Glasgow Warriors need to find clinical edge for European progress
- Published
And so it has come to this for Glasgow - a game against Leicester in Welford Road on Saturday that has to be won. A game that is winnable, for sure, but there's no safety net this time, no second chance.
Glasgow have to take four points, and maybe five, from the Tigers to make the last eight of the Champions Cup as one of the best runners-up.
Amid the despond of their 14-12 defeat by Munster at Scotstoun, there was a modicum of cheer. Just as the Glasgow players were removing their strapping in the dressing room, Racing were removing Leicester from Europe.
In Leicester, Glasgow will face a team with nothing left to play for in this competition except pride.
That, of course, might still be a problem. Leicester are not in the business of losing European games at home, be they competitive or dead-rubbers. They have lost one Heineken Cup, or Champions Cup, match at Welford Road since December 2006.
They have no coach at the moment. They've been spanked three times in Europe this season, all away from home. They're mid-table in their domestic league and they have little stability.
But this is Welford Road. It's different there. Beating them at home is still a pretty mean assignment.
This is Glasgow's reality. It need not have been, of course.
There were six minutes left at Scotstoun when Glasgow's moment of truth arrived. Consider what happened up to that point, not just on the night but across the span of games in this group.
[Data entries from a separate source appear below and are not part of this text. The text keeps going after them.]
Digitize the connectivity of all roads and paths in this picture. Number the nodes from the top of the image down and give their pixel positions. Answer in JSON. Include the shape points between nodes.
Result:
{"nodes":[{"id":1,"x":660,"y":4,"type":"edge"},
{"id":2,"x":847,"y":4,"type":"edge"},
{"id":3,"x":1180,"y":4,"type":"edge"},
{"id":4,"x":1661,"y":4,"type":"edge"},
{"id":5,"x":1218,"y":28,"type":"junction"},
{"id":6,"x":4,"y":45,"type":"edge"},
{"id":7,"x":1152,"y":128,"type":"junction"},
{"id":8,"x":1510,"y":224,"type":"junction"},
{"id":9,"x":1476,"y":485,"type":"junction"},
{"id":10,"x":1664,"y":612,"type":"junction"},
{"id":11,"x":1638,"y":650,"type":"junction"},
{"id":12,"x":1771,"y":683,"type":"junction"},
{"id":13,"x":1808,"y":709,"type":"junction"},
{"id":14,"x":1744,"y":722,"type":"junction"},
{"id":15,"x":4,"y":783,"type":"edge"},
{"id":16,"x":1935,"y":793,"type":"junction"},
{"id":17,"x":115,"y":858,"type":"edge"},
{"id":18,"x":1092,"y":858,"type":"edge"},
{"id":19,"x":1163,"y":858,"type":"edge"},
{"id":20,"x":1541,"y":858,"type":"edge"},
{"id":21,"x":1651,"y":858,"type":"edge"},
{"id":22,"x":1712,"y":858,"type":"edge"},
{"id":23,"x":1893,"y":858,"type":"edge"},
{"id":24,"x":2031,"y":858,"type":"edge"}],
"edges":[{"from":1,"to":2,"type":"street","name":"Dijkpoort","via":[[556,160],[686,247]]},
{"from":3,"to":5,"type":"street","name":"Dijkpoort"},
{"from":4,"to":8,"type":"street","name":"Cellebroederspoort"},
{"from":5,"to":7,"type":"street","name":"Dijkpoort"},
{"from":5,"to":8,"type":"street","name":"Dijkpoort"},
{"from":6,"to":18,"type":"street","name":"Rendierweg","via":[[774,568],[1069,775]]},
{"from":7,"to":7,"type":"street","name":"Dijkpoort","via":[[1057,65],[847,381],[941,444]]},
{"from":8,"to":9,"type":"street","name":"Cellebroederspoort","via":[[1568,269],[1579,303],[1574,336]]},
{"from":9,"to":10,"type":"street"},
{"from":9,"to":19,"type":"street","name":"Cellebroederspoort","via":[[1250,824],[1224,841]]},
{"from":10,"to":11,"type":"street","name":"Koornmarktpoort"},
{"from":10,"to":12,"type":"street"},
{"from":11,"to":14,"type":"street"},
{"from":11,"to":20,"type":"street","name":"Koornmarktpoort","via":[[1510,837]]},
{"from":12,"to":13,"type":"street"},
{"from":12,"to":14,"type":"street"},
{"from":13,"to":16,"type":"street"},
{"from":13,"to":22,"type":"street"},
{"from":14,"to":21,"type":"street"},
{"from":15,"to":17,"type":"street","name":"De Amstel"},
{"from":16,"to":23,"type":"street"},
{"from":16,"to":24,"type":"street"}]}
Going into Saturday, Munster's defence was the best in Europe and now they're through the other side, it's still the best. If anything, its legend has grown.
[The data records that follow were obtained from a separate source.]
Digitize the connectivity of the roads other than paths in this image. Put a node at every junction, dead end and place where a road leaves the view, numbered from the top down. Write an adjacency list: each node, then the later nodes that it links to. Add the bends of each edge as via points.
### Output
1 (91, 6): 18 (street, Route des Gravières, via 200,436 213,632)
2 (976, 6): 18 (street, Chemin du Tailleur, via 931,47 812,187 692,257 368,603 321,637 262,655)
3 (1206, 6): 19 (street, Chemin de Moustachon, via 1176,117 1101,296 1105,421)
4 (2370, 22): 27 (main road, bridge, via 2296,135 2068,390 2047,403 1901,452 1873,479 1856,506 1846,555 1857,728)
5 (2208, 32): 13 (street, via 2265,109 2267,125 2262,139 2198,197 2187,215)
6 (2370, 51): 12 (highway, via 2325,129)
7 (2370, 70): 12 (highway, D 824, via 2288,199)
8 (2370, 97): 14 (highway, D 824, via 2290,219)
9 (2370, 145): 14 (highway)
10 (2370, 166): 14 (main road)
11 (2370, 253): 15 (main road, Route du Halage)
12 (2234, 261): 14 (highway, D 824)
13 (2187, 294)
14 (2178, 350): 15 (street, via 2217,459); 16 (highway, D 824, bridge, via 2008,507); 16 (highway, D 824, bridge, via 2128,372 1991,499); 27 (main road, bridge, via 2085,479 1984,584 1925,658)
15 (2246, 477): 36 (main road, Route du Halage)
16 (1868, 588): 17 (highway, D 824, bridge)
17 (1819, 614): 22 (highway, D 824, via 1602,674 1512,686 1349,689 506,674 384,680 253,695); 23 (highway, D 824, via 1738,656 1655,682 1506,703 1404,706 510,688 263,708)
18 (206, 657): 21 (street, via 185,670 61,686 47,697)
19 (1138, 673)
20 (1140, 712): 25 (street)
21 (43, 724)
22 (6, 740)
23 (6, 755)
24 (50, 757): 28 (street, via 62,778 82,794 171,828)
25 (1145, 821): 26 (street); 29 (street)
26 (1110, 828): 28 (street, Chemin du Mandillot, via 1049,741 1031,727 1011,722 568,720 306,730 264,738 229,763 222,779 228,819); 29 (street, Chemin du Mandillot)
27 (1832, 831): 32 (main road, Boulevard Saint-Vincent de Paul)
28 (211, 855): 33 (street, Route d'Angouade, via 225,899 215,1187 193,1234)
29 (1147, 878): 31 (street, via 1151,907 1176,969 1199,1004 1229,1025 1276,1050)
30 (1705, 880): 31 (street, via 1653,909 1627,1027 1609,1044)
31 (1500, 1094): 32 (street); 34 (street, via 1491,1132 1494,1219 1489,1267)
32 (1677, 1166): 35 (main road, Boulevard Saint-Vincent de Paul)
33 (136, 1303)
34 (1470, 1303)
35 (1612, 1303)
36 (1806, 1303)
They had conceded a meagre three tries in four games before facing Glasgow - two of them after they had already built a 31-3 lead against Townsend's side in Limerick and the other when already 32-0 ahead against Racing in Paris.
On Saturday, they were just as steadfast and just as stingy. Glasgow couldn't break them. Munster's line speed, work-rate, organisation and heart was too big.
If they were going to skin this cat, Glasgow were most likely going to have to do it with kicks not tries. That was pretty clear from a long way out. They as good as accepted it when opting to kick penalties from 50m-plus in the first half.
In those closing minutes, they were down in numbers - Stuart Hogg was in the bin - and down on the scoreboard - Francis Saili had just scored - but they had field position and hope. All they needed was clear heads and composure.
Conor Murray - the latest player to be allowed to return to the field after seemingly being knocked-out on the pitch, an episode that European Rugby should be taking a very close look at this week - had his clearance kick blocked down and there Glasgow were, on the front foot in Munster's 22, close enough to get Finn Russell into the pocket for what should have been as straightforward a drop-goal as a game of this mad intensity could allow.
The drop-goal would have put Glasgow in front. It wouldn't have guaranteed a win but it would have made Munster go back to the well to try to find something in the closing minutes. And there was no guarantee that they'd have found it.
In that moment, though, nobody in the Glasgow team took control. Russell should have been screaming for the ball, but he wasn't. He was too easy to ignore - and ignore him Glasgow did.
They tried to truck it up, passing up a possible three in the doomed pursuit of five, or seven. Indecision - or bad decisions - killed them.
What happened next told you something about the difference between the sides. Glasgow were driven back a yard, then another yard, then a few more yards and a few more on top of that.
Not only did they choke on the chance of a drop-goal, they gave Munster the massive boon of physically shunting them into reverse. The visitors had landed a psychological howitzer.
For all the good stuff Glasgow produced, they just weren't clinical enough or clever enough when they needed to be. They had chances and didn't take them.
Contrast that with Munster's try, their ability to appreciate where the space was after Hogg's exit, their coolness in the execution.
Keith Earls' work in drawing the cover to him and then finding Saili was exceptional. That was the game-breaker, the moment of class on a night when two fine teams battered each other into the ground.
Munster's progression has been remarkable. They've tapped into some hugely powerful emotions since the death of their coach, Anthony Foley. They're being propelled forward by new players that have found their feet, resurgent players that have found fitness and stand-up warriors like Murray, CJ Stander, Peter O'Mahony and Donnacha Ryan.
Their coaches, Rassie Erasmus, Jacques Nienaber and Jerry Flannery, have taken the team almost back to the future, when Foley, himself, was the spiritual leader of a side that had a belligerence and intelligence that helped them grind out victories on days when you would have bet the house on them being defeated.
If it's right that a team reveals its true self only when its defence is tested to the max, then Munster are a serious contender for this Champions Cup.
Glasgow got close, but nobody remembers those who almost made it. Those who watch Glasgow play will argue that they're a last eight team, that they're good enough to be in among the elite. Perhaps.
They have one more crack at proving it. What they deliver in Leicester will define them.